→ **WHAT YOU HAVE TO DO**
Number of lines with the string "Matteotti" in the entries below: report it, and nothing besides.

→ **EXTRACTED RECORDS**
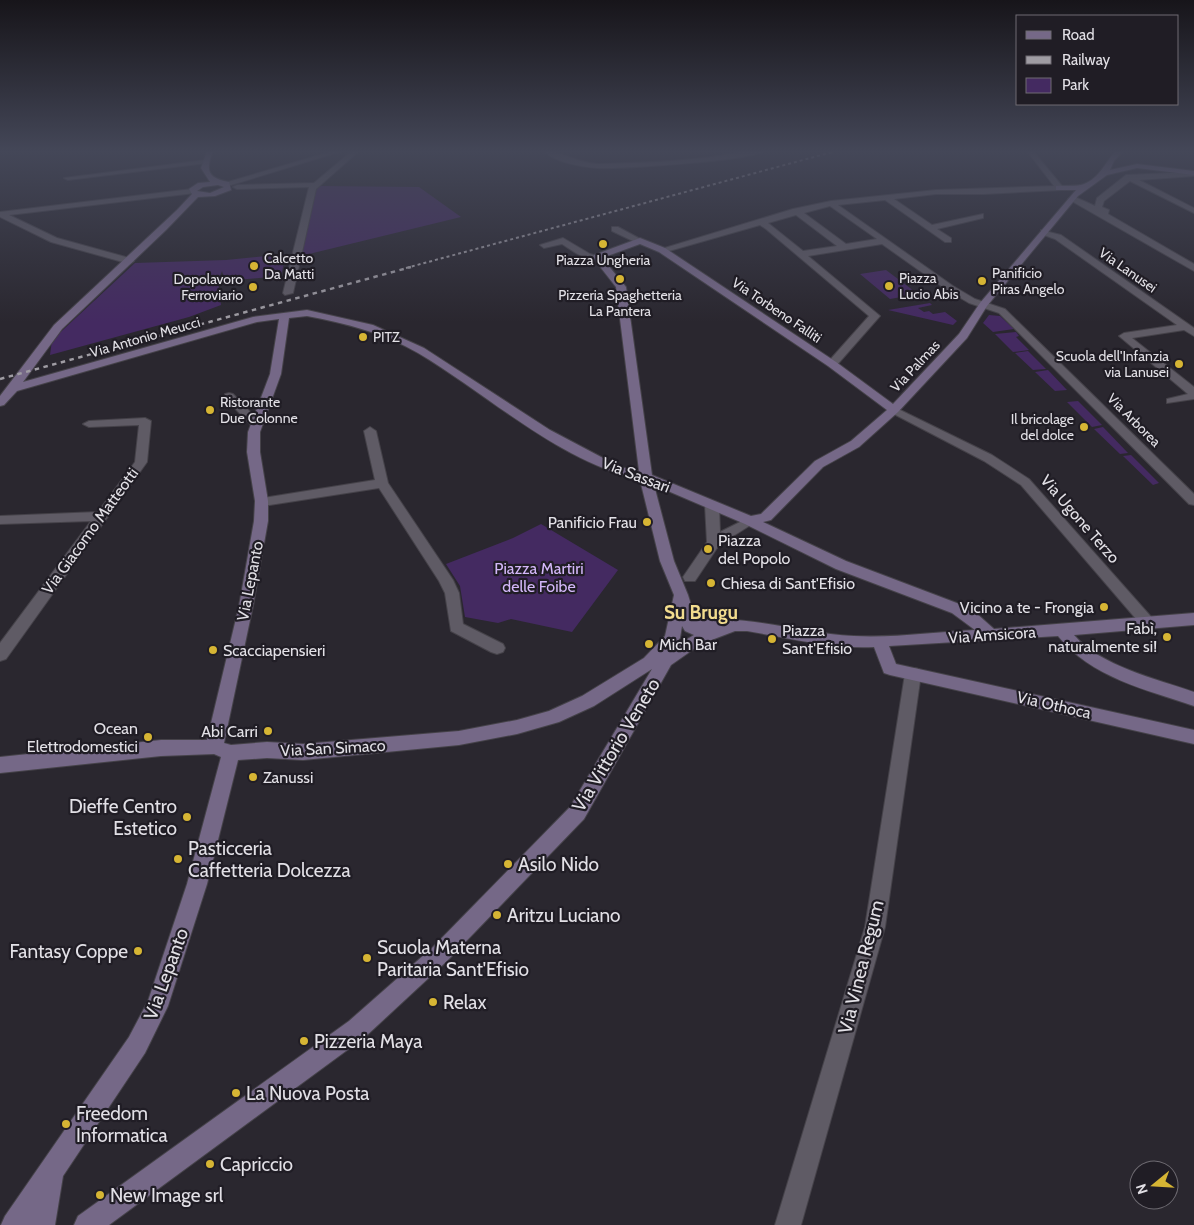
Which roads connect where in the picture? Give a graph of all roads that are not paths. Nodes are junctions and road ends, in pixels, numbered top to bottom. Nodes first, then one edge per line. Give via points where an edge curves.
1 (63, 208) edge
2 (181, 208) edge
3 (307, 208) edge
4 (808, 208) edge
5 (838, 208) edge
6 (902, 208) edge
7 (1059, 208) edge
8 (1094, 208) edge
9 (1098, 208) edge
10 (796, 211) junction
11 (1098, 211) junction
12 (0, 214) edge
13 (980, 216) dead end
14 (760, 222) junction
15 (931, 228) junction
16 (615, 229) dead end
17 (1044, 232) junction
18 (948, 240) dead end
19 (640, 241) junction
20 (883, 241) junction
21 (544, 245) dead end
22 (844, 247) junction
23 (662, 250) junction
24 (802, 254) junction
25 (598, 257) junction
26 (130, 261) junction
27 (1192, 265) edge
28 (288, 293) dead end
29 (983, 305) junction
30 (285, 316) junction
31 (1190, 330) edge
32 (832, 364) junction
33 (14, 388) junction
34 (1194, 395) edge
35 (229, 396) dead end
36 (1171, 401) dead end
37 (0, 403) edge
38 (894, 410) junction
39 (254, 422) junction
40 (89, 424) dead end
41 (370, 430) dead end
42 (646, 477) junction
43 (382, 483) junction
44 (1194, 501) edge
45 (263, 502) junction
46 (712, 505) junction
47 (101, 516) junction
48 (0, 520) edge
49 (750, 521) junction
50 (714, 542) junction
51 (690, 578) dead end
52 (1194, 619) edge
53 (1148, 623) junction
54 (1062, 630) junction
55 (686, 634) junction
56 (992, 635) junction
57 (880, 642) junction
58 (3, 647) edge
59 (497, 648) dead end
60 (656, 665) junction
61 (914, 674) junction
62 (1194, 699) edge
63 (1194, 737) edge
64 (223, 750) junction
65 (0, 765) edge
66 (52, 1172) junction
67 (43, 1224) edge
68 (14, 1225) edge
69 (87, 1225) edge
70 (788, 1225) edge

1 - 12 street
2 - 26 street
3 - 28 street
4 - 10 street
5 - 20 street, Via Arborea
6 - 15 street
7 - 17 street, Via Palmas
8 - 11 street
9 - 11 street via 1106,212
10 - 14 street
10 - 22 street
11 - 27 street
12 - 26 street via 54,240
13 - 15 street
14 - 23 street
14 - 24 street
15 - 18 street
16 - 19 street
17 - 29 street, Via Palmas
17 - 31 street, Via Lanusei via 1058,237
19 - 23 street, Via Torbeno Falliti
19 - 25 street
20 - 22 street
20 - 29 street, Via Arborea via 950,288
21 - 25 street via 563,241 588,256
22 - 24 street
23 - 32 street, Via Torbeno Falliti
24 - 32 street via 875,316
25 - 42 street via 621,287
26 - 33 street via 59,326 36,353
29 - 38 street, Via Palmas via 963,336
29 - 44 street, Via Arborea via 1002,311 1012,320
30 - 33 street, Via Antonio Meucci via 256,319
30 - 39 street, Via Lepanto via 278,364 270,391
30 - 42 street, Via Sassari via 307,313 369,327 391,336 420,350 571,448 616,470
31 - 34 street via 1124,336
32 - 38 street, Via Torbeno Falliti
33 - 37 street
34 - 36 street
35 - 39 street
38 - 49 street, Via Palmas via 855,444 820,464 766,517
38 - 53 street, Via Ugone Terzo via 988,458 1025,482
39 - 45 street, Via Lepanto via 257,481
40 - 47 street, Via Giacomo Matteotti via 145,421 141,462
41 - 43 street
42 - 46 street, Via Sassari
42 - 55 street via 667,561 681,595
43 - 45 street
43 - 59 street via 446,580 452,593 456,627
45 - 64 street, Via Lepanto via 255,571
46 - 49 street, Via Sassari
46 - 50 street
47 - 48 street
47 - 58 street, Via Giacomo Matteotti
49 - 50 street
49 - 56 street, Via Sassari via 841,565 957,609
50 - 51 street
52 - 53 street, Via Amsicora
53 - 54 street, Via Amsicora
54 - 56 street, Via Amsicora
54 - 62 street via 1085,656
55 - 57 street via 732,626 771,628 824,640
55 - 60 street via 665,661
56 - 57 street, Via Amsicora
57 - 61 street via 890,669
60 - 64 street, Via San Simaco via 553,717 517,727 459,738 386,746 303,752
60 - 69 street, Via Vittorio Veneto via 576,813 440,954 357,1029
61 - 63 street, Via Othoca
61 - 70 street, Via Vinea Regum via 874,927
64 - 65 street, Via San Simaco via 160,748
64 - 66 street, Via Lepanto via 197,884 157,1006 137,1045
66 - 67 street, Via Lepanto
66 - 68 street, Via Lepanto
67 - 68 street via 36,1218 27,1218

→ **WRITTEN ANSWER**
2